> [Records to use]
BEGIN

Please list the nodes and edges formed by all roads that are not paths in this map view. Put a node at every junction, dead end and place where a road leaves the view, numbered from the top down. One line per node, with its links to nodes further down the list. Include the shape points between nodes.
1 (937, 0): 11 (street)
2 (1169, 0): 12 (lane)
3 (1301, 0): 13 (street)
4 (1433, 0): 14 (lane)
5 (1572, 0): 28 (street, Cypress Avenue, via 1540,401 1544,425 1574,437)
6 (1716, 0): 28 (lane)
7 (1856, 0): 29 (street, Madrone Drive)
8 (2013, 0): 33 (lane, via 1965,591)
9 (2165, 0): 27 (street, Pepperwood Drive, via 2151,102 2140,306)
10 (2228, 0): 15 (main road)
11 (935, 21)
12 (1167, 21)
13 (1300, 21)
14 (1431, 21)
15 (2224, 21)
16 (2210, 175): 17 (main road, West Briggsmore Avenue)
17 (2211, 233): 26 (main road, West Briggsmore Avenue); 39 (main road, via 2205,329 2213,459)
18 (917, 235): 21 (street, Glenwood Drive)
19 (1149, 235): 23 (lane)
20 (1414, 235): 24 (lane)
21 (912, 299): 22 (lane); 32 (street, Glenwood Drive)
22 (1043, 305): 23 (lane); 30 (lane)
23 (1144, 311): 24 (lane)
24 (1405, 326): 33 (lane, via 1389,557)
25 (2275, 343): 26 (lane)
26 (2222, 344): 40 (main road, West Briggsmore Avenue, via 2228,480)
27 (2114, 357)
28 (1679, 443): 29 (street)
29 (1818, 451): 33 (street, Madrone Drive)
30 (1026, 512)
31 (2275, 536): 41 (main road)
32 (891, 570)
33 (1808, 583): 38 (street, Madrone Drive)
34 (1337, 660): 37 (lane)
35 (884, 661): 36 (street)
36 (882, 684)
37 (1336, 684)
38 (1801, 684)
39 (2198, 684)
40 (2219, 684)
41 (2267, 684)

END

> [Exercise aim] Print the listing once more, exactly as it stands above.

> [Exercise output]
Please list the nodes and edges formed by all roads that are not paths in this map view. Put a node at every junction, dead end and place where a road leaves the view, numbered from the top down. One line per node, with its links to nodes further down the list. Include the shape points between nodes.
1 (937, 0): 11 (street)
2 (1169, 0): 12 (lane)
3 (1301, 0): 13 (street)
4 (1433, 0): 14 (lane)
5 (1572, 0): 28 (street, Cypress Avenue, via 1540,401 1544,425 1574,437)
6 (1716, 0): 28 (lane)
7 (1856, 0): 29 (street, Madrone Drive)
8 (2013, 0): 33 (lane, via 1965,591)
9 (2165, 0): 27 (street, Pepperwood Drive, via 2151,102 2140,306)
10 (2228, 0): 15 (main road)
11 (935, 21)
12 (1167, 21)
13 (1300, 21)
14 (1431, 21)
15 (2224, 21)
16 (2210, 175): 17 (main road, West Briggsmore Avenue)
17 (2211, 233): 26 (main road, West Briggsmore Avenue); 39 (main road, via 2205,329 2213,459)
18 (917, 235): 21 (street, Glenwood Drive)
19 (1149, 235): 23 (lane)
20 (1414, 235): 24 (lane)
21 (912, 299): 22 (lane); 32 (street, Glenwood Drive)
22 (1043, 305): 23 (lane); 30 (lane)
23 (1144, 311): 24 (lane)
24 (1405, 326): 33 (lane, via 1389,557)
25 (2275, 343): 26 (lane)
26 (2222, 344): 40 (main road, West Briggsmore Avenue, via 2228,480)
27 (2114, 357)
28 (1679, 443): 29 (street)
29 (1818, 451): 33 (street, Madrone Drive)
30 (1026, 512)
31 (2275, 536): 41 (main road)
32 (891, 570)
33 (1808, 583): 38 (street, Madrone Drive)
34 (1337, 660): 37 (lane)
35 (884, 661): 36 (street)
36 (882, 684)
37 (1336, 684)
38 (1801, 684)
39 (2198, 684)
40 (2219, 684)
41 (2267, 684)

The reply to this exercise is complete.